Finally, we need some simple functions that we’ll use later in recreating the training/validation/testing data sets.

def scaler(x, min_val_array, max_val_array):
    '''
    Function to scale the data with min-max values
    '''

    # get the shape of the array
    s, _, sub_s = np.shape(x)

    for i in range(s):
        for j in range(sub_s):
            x[i, :, j] = np.divide(
                (x[i, :, j] - min_val_array[j]),
                np.abs(max_val_array[j] - min_val_array[j]),
            )

    return x


# min-max function
def get_min_max(x):
    '''
    Function to get the min-max values
    '''

    # flatten the input array http://bit.ly/2MQuXZd
    flat_vector = np.concatenate(x)

    min_vals = np.min(flat_vector, axis=0)
    max_vals = np.max(flat_vector, axis=0)

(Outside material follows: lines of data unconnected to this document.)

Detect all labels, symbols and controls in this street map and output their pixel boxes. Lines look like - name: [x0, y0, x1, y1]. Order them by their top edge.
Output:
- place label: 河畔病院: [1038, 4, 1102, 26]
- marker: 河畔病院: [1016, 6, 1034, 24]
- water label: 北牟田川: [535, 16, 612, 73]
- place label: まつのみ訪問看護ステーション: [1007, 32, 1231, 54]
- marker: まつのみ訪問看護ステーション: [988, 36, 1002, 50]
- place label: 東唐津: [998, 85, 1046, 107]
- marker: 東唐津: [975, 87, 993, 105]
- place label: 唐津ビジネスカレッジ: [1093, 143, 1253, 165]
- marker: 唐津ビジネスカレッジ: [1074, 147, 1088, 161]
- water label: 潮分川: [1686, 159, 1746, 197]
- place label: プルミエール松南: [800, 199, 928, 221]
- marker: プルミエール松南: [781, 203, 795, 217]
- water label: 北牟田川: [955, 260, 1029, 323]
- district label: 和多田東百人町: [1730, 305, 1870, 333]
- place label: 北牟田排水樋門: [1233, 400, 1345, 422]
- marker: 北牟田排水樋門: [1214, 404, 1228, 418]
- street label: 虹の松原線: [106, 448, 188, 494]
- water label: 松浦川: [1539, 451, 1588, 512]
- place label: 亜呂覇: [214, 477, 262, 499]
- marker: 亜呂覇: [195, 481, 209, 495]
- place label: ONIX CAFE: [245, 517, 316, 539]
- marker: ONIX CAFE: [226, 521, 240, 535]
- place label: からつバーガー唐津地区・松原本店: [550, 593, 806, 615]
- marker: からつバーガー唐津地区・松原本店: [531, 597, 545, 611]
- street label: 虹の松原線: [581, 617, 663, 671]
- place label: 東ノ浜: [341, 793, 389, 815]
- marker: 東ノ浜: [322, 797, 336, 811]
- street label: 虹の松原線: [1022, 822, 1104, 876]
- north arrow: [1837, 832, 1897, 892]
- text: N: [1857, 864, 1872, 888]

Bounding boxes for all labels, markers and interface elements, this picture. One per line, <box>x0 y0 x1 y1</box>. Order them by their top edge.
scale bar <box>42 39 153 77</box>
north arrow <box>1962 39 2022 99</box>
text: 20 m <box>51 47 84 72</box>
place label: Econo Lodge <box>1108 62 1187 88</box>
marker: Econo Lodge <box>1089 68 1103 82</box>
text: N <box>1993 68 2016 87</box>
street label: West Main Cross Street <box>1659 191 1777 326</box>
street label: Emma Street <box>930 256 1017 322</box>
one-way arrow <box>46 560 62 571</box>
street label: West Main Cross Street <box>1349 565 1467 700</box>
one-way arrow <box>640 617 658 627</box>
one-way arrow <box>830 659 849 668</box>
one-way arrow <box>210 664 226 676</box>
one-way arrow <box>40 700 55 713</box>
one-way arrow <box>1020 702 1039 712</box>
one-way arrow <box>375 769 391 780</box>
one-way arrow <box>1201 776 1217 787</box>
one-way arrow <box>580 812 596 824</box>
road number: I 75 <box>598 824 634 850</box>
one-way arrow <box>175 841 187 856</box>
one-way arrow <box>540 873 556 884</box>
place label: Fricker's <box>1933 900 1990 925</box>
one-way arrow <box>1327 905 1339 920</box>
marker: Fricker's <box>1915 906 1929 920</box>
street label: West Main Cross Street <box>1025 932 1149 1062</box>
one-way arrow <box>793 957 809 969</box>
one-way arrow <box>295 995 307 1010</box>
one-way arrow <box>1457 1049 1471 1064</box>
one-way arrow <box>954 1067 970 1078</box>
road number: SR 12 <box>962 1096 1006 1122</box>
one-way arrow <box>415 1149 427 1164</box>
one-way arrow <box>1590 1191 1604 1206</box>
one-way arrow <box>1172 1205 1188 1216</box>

    return min_vals, max_vals


def load_train_test(directory):
    '''
    Function to quickly load the train/val/test data hdf5 files
    '''

    path = directory

    with h5py.File(path / "X_train.hdf5", "r") as f:
        X_train = f["X_train"][:]
    with h5py.File(path / "y_train.hdf5", "r") as f:
        y_train = f["y_train"][:]

    with h5py.File(path / "X_train_slim.hdf5", "r") as f:
        X_train_slim = f["X_train_slim"][:]
    with h5py.File(path / "y_train_slim.hdf5", "r") as f:
        y_train_slim = f["y_train_slim"][:]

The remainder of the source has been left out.